Nothing but the line holding "ring dip: (368, 325)" and the lines after it, through the end of the records, should be set down, each exactly as it is.

GIVEN DATA START

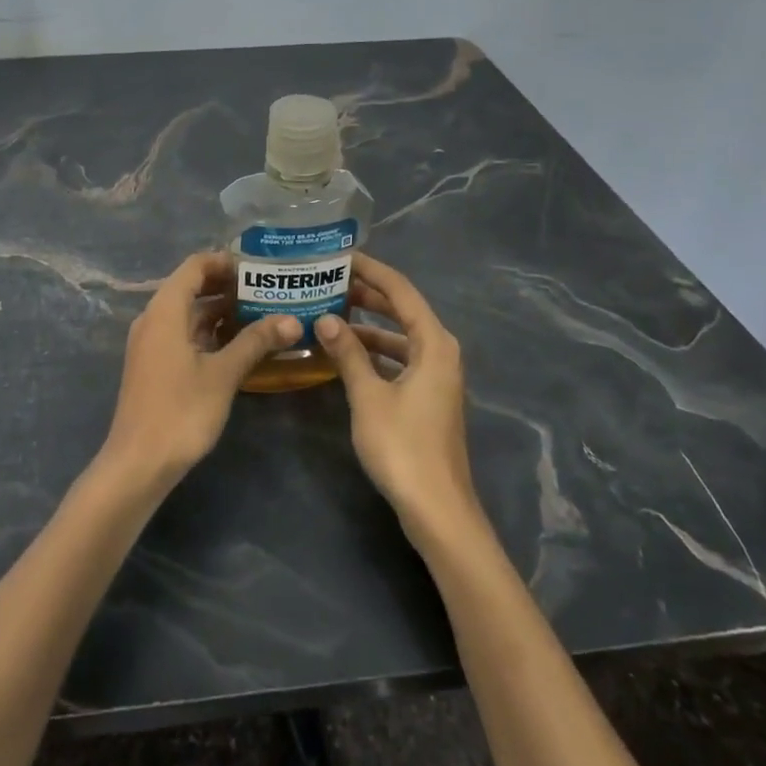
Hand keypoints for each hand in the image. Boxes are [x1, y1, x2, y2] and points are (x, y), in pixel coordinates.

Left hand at [99, 251, 301, 488]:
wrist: (138, 463)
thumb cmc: (180, 411)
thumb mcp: (223, 374)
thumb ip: (256, 342)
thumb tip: (292, 320)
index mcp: (165, 310)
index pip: (195, 266)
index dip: (225, 261)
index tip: (258, 267)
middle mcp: (153, 319)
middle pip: (191, 287)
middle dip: (228, 286)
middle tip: (268, 290)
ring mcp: (151, 343)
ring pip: (189, 314)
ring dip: (221, 311)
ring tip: (262, 313)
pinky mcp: (155, 365)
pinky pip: (184, 334)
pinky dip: (210, 333)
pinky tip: (239, 344)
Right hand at [313, 254, 483, 546]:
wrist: (437, 510)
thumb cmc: (403, 447)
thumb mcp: (369, 396)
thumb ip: (348, 353)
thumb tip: (325, 318)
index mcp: (434, 343)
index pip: (400, 291)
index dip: (371, 271)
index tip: (340, 256)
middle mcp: (440, 352)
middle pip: (402, 310)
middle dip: (367, 295)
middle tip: (328, 280)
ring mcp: (436, 376)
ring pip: (399, 336)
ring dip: (368, 325)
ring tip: (329, 313)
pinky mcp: (428, 397)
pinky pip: (399, 359)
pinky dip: (374, 352)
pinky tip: (345, 355)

GIVEN DATA END

▶ _COMPLETED TASK_:
ring dip: (368, 325)
ring tip: (329, 313)
pinky mcp: (428, 397)
pinky pip: (399, 359)
pinky dip: (374, 352)
pinky tip: (345, 355)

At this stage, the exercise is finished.